Navigating Nuclear: Bringing it home

May 26, 2020, 11:03AMANS News

American Nuclear Society members who are parent­ing K–12 students have been drafted to serve as home ed­ucators during the COVID-19 pandemic. While schools may have provided e-learning resources, the school year is at an end. How can concerned parents prevent the dreaded summer slide?

Here’s our suggestion: turn to Navigating Nuclear: Energizing Our World, ANS’s K–12 curriculum devel­oped in partnership with Discovery Education, and teach nuclear chem­istry! Even if you live apart from the children in your life, consider using Zoom to introduce Navigating Nuclear to children, grandchildren, nieces, and nephews.

Navigating Nuclear offers inquiry-based lessons, STEM Project Starters, and virtual field trips. Nearly all Navi­gating Nuclear activities can be adapt­ed to the home setting. (If you happen to have a Geiger counter handy, count yourself lucky—you can complete the Measuring Radiation lesson as well.)

Every component of Navigating Nu­clear comes with an Educator’s Guide that provides background on the topic, the essential questions being asked, and the objective of the lesson.

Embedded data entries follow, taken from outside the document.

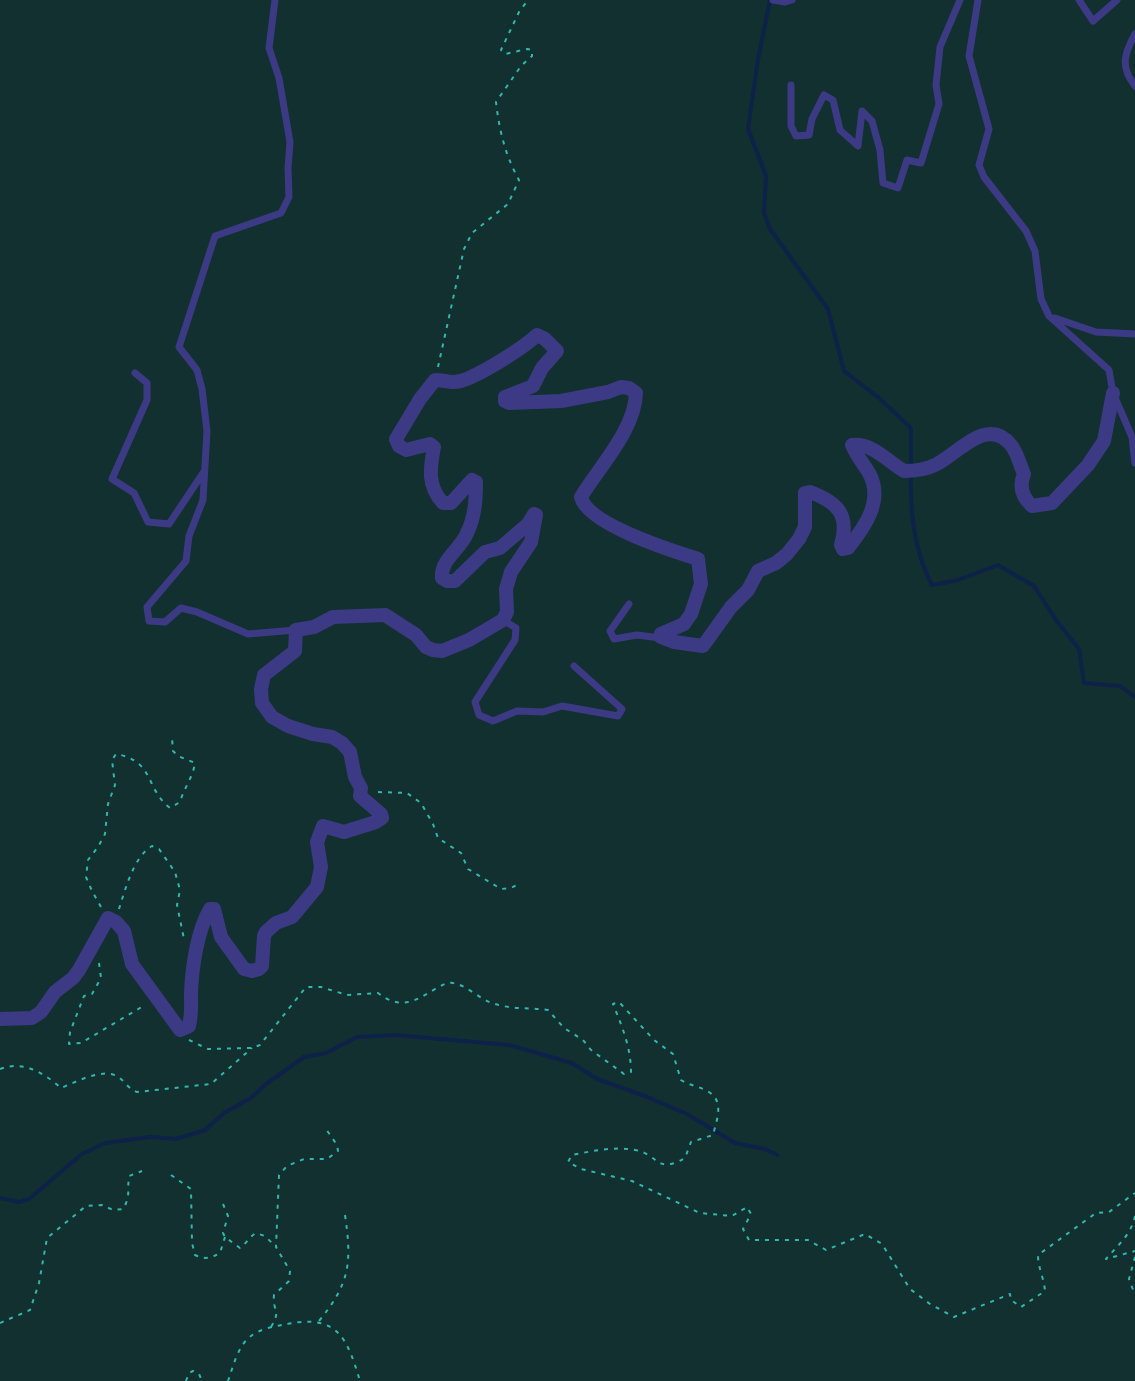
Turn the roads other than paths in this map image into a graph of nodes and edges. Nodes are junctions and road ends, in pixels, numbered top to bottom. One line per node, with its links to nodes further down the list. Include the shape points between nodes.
1 (275, 0): 16 (lane, via 269,48 287,114 289,197 281,213 215,236 179,347 197,370 202,389)
2 (773, 0): 3 (lane)
3 (792, 0)
4 (960, 0): 9 (lane, via 940,47 939,104 921,163 907,160 898,188 883,183 872,121 862,111 858,146 840,130 833,100 824,95 809,135 796,136 791,126)
5 (978, 0): 11 (lane, via 969,56 989,129 979,165 1026,231)
6 (1079, 0): 7 (lane, via 1093,21)
7 (1117, 0)
8 (1135, 34): 10 (lane, via 1126,51 1127,75)
9 (791, 85)
10 (1135, 86)
11 (1049, 316): 12 (lane, via 1096,332); 14 (lane, via 1109,370)
12 (1135, 334)
13 (135, 373): 16 (lane, via 147,383 147,400 112,479 134,493 148,522 169,524)
14 (1113, 393): 15 (lane, via 1132,437); 20 (street, via 1104,441 1052,503 1032,506 1025,500 1020,483 1024,474 1012,445 991,433 918,471 904,471 872,449 852,445 870,475 874,501 848,548 841,545 846,529 841,513 826,498 805,493 805,527 787,554 758,571 703,646)
15 (1135, 463)
16 (204, 471): 19 (lane, via 203,500 186,561 147,607 149,621 165,622 181,608 248,634)
17 (629, 604): 20 (lane, via 610,631 614,639 637,635)
18 (503, 620): 19 (street, via 442,651 426,647 385,615 333,617); 20 (street, via 511,572 531,542 536,515 500,548 485,552 455,581 447,581 441,572 467,535 476,482 472,480 451,503 443,503 430,479 434,447 406,450 396,439 435,380 457,383 537,335 557,351 533,386 505,401 561,401 621,387 636,393 626,429 581,497 604,522 698,559 701,584 691,614 684,624 661,634); 21 (lane, via 516,628 515,640 475,702 479,715 493,721 517,711 562,706 618,716 622,709)
19 (296, 630): 22 (street, via 295,651 264,675 262,703 288,726 342,743 350,752 360,796 382,818 344,832 323,826 317,842 317,887 292,917 266,932 259,969 244,969 221,937 210,909 195,955 189,1026 180,1030 132,964 124,931 112,920 73,978 41,1012 32,1018)
20 (674, 642)
21 (574, 666)
22 (0, 1019)

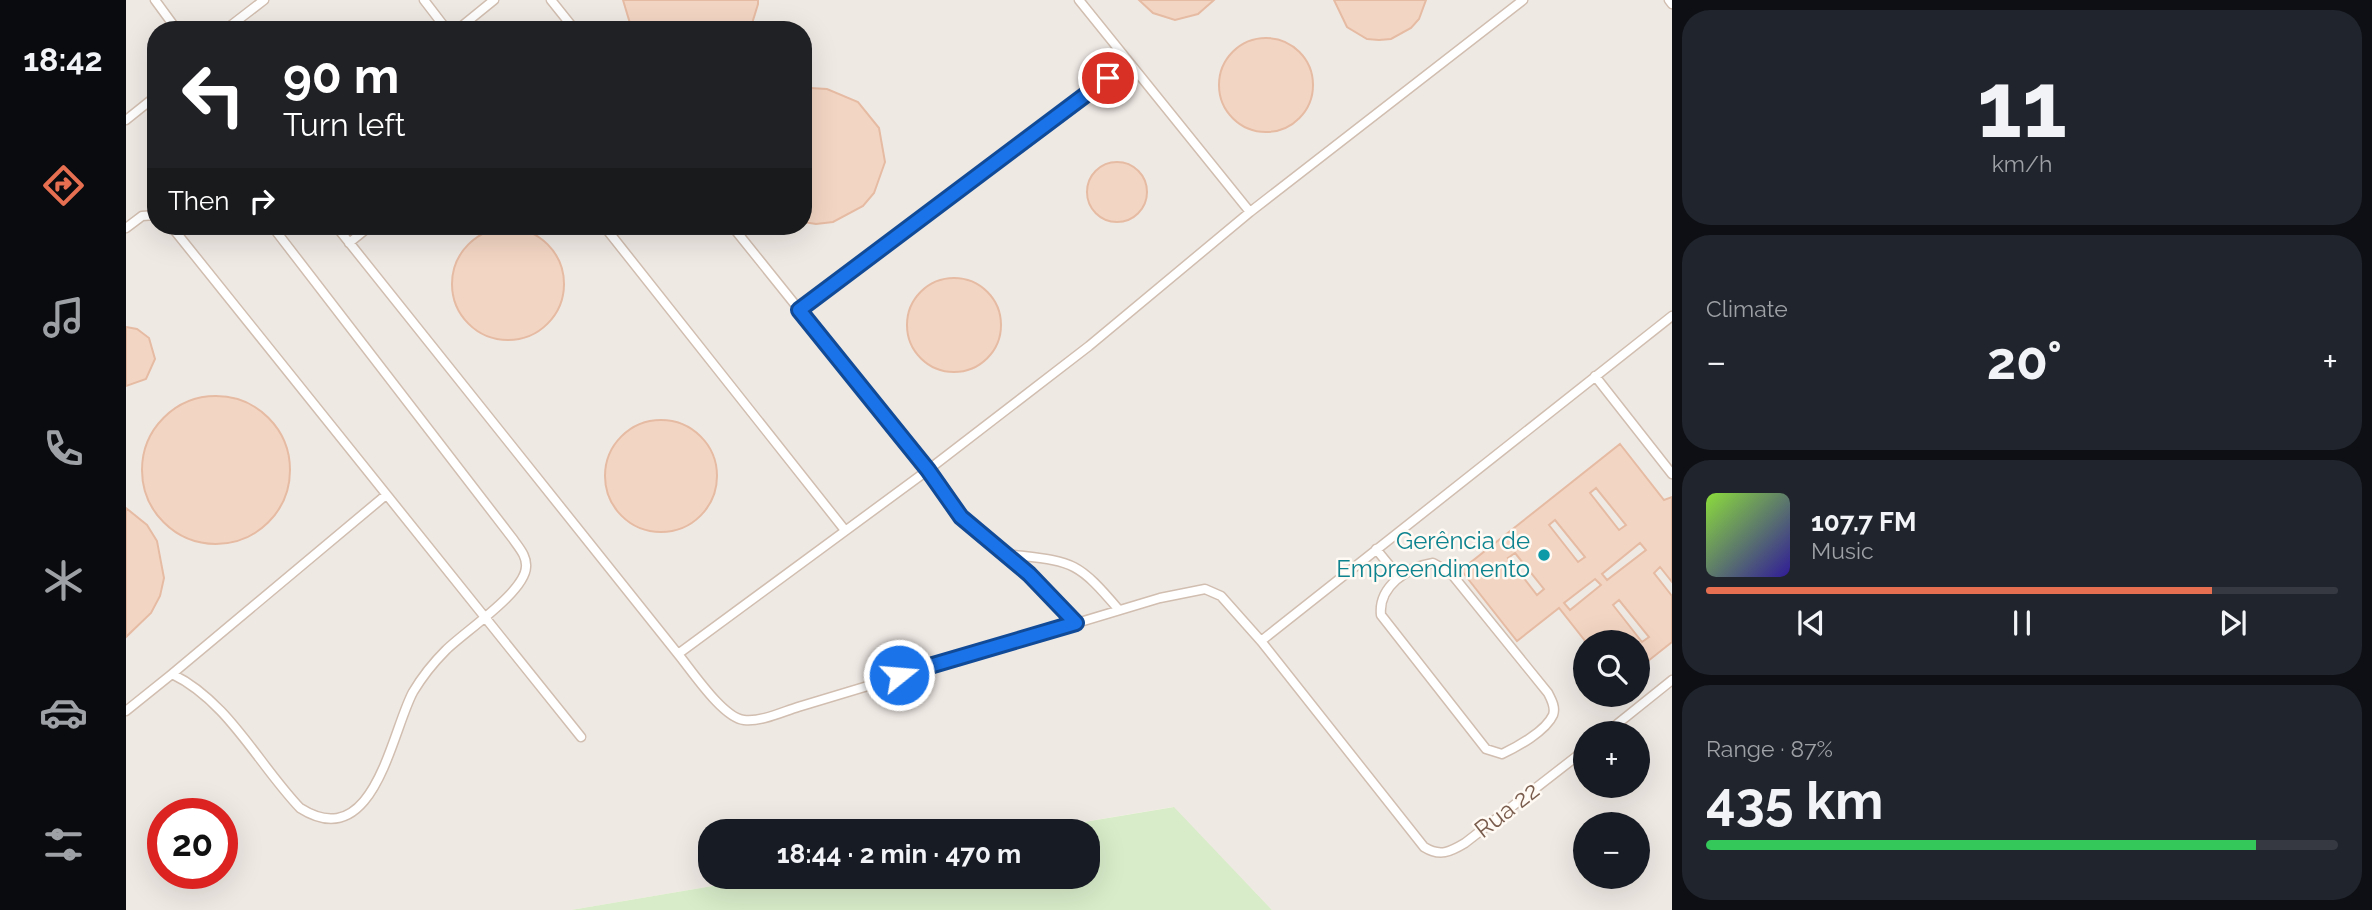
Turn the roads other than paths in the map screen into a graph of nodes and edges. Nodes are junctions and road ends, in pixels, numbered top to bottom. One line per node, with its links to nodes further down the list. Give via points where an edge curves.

Even if you’ve never taught before, the Educa­tor’s Guide can lead you, step-by-step, through a lesson.

ANS Education Specialist Janice Lindegard has some advice for parents trying this at home:

  • Read through the entire Educator’s Guide before trying to teach a lesson.
  • Look through any PowerPoints and watch embedded videos before teach­ing the lesson.
  • Resist the urge to lecture. Resist it with all your might. It makes the les­son less interesting to the students and guides the students’ thinking, which prevents them from making connections and discoveries on their own. The ideas that students come up with are often insightful and may even be an opportunity for the teacher to learn.
  • Don’t be restricted by the grade-level suggestions. The materi­als—and especially the STEM Project Starters—can be used for a variety of grade levels.
  • Don’t try to speed up the timeline. Each item is broken down into what to do on each day. Trying to fit it all into one day risks students losing interest and not learning as thoroughly.
  • The virtual field trips can be used as outlined in the accompanying Edu­cator Guides, or they can be shown in short, pre-divided segments to accom­pany other lessons.

Visit Navigating Nuclear today, and have fun exploring with your students!